CAPAC — It’s a simple request. A Capac Middle School student is asking his peers to “Be Kind.”
As a part of an anti-bullying campaign developed by sixth-grader Russell Bellhorn, students and staff have started passing out “Be Kind” pins to encourage friendlier behavior.
After reciting “I promise to be kind and respect others,” students and teachers receive a pin made by Russell, 12, of Richmond and his mother.
Students have the choice to take the pledge or not — and although some have opted out, the campaign has given many others a chance to speak out.
Russell, who has an autism spectrum disorder, said dealing with bullies at school made him dislike being there. Earlier in the year, Russell collected more than 200 student signatures on a petition to “ban school” forever.
Although the idea of banning school got many students on board, there still were those who mocked him — as Russell’s petition was ripped in half by a classmate at recess.
Friends and school staff have helped Russell turn his negative emotions about school into a positive campaign to confront the bullies.
Principal Matt Drake said he helped Russell start the pin campaign two weeks ago. After passing out 100 pins to several classrooms, curiosity about the project grew — and Russell and his mom found themselves making more pins each night.

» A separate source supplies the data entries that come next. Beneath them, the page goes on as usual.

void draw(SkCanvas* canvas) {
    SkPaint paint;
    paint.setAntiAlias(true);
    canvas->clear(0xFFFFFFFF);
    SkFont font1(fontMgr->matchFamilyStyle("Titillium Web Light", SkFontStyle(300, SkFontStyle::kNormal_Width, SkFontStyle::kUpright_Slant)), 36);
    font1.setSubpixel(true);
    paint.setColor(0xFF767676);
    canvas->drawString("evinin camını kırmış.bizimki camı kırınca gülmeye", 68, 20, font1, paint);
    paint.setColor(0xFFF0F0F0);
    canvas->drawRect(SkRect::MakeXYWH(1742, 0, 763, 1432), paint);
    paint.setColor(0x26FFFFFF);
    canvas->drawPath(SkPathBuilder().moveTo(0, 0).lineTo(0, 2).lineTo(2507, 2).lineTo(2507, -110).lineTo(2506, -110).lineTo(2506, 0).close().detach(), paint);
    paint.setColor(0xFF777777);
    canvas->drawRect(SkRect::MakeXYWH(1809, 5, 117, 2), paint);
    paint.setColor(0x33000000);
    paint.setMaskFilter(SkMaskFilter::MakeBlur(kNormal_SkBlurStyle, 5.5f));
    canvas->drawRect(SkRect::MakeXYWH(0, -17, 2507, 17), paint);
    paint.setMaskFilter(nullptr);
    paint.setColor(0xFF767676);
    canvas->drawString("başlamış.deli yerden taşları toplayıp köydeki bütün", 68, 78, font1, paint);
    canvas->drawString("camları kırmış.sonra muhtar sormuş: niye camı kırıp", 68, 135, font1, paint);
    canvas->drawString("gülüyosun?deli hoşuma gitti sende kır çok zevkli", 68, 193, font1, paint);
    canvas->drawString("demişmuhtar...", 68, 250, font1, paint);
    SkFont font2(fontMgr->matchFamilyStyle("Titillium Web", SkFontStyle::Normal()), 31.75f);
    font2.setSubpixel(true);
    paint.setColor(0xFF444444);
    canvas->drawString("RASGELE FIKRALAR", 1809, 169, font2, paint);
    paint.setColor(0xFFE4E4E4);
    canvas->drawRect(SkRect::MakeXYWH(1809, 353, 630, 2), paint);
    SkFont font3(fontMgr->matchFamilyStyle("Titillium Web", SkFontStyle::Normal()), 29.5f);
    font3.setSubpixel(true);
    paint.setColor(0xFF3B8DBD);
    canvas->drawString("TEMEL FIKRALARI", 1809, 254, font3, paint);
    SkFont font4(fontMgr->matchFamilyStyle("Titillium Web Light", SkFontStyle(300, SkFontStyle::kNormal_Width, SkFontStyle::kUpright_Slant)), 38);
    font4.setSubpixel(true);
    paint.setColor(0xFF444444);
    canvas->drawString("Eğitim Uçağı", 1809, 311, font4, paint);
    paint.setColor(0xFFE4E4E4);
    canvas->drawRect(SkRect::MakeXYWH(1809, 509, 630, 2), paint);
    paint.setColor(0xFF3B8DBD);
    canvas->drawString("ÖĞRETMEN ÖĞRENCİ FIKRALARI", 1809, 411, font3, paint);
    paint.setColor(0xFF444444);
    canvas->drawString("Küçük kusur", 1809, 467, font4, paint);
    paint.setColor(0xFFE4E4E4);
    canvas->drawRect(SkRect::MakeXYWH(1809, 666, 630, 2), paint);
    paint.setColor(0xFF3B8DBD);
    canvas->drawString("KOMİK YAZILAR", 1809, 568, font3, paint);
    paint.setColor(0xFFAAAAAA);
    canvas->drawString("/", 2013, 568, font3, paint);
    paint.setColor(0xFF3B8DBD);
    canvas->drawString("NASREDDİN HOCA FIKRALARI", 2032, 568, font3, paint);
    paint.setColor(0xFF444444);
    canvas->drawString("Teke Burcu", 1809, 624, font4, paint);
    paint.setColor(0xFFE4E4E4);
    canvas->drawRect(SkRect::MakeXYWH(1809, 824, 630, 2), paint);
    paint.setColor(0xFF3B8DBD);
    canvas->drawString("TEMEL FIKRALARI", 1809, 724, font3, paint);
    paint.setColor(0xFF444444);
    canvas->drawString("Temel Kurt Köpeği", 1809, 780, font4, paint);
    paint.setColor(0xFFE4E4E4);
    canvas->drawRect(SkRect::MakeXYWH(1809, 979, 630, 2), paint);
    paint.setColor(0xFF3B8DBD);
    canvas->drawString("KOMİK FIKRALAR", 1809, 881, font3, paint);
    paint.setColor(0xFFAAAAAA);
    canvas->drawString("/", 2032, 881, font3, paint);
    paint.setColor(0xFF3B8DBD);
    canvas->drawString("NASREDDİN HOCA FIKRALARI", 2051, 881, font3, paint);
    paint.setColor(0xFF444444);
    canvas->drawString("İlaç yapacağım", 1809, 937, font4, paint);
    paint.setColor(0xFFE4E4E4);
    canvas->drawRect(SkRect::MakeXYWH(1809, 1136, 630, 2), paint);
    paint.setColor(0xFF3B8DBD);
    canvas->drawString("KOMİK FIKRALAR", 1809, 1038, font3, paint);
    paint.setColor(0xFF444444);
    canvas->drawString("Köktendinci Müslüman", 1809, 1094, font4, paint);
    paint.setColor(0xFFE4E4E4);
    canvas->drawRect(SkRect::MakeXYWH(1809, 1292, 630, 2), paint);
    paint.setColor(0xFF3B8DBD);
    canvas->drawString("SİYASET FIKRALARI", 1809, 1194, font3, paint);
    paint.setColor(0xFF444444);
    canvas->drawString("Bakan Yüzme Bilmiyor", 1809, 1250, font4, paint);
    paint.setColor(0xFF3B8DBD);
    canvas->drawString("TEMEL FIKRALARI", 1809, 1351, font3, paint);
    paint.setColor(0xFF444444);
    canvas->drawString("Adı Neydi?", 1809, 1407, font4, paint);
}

“Bullying is always something we’re dealing with,” Drake said. “It’s still the same as 10 years ago; we’re just addressing it differently.”
Many students look to Kaycee Miller, 12, of Capac as Russell’s biggest supporter in the campaign. Always with an encouraging word, Kaycee said she helps Russell if he’s being picked on.
“He’s a good kid,” Kaycee said matter-of-factly.
Russell said he hopes the pins promote a better atmosphere at the school and keep the bullies from becoming “crooks.”
“Be kind, because words can hurt,” Russell said.
Drake said he hopes to continue the pin campaign through the end of the year. He’s planning to make it easier for students to show their support by supplying wristbands — instead of pins — with the same message next week.
Victoria Congdon, 12, of Capac said she sympathized with Russell after she was bullied.
“He’s a good person,” Victoria said. “Why should he be getting bullied?”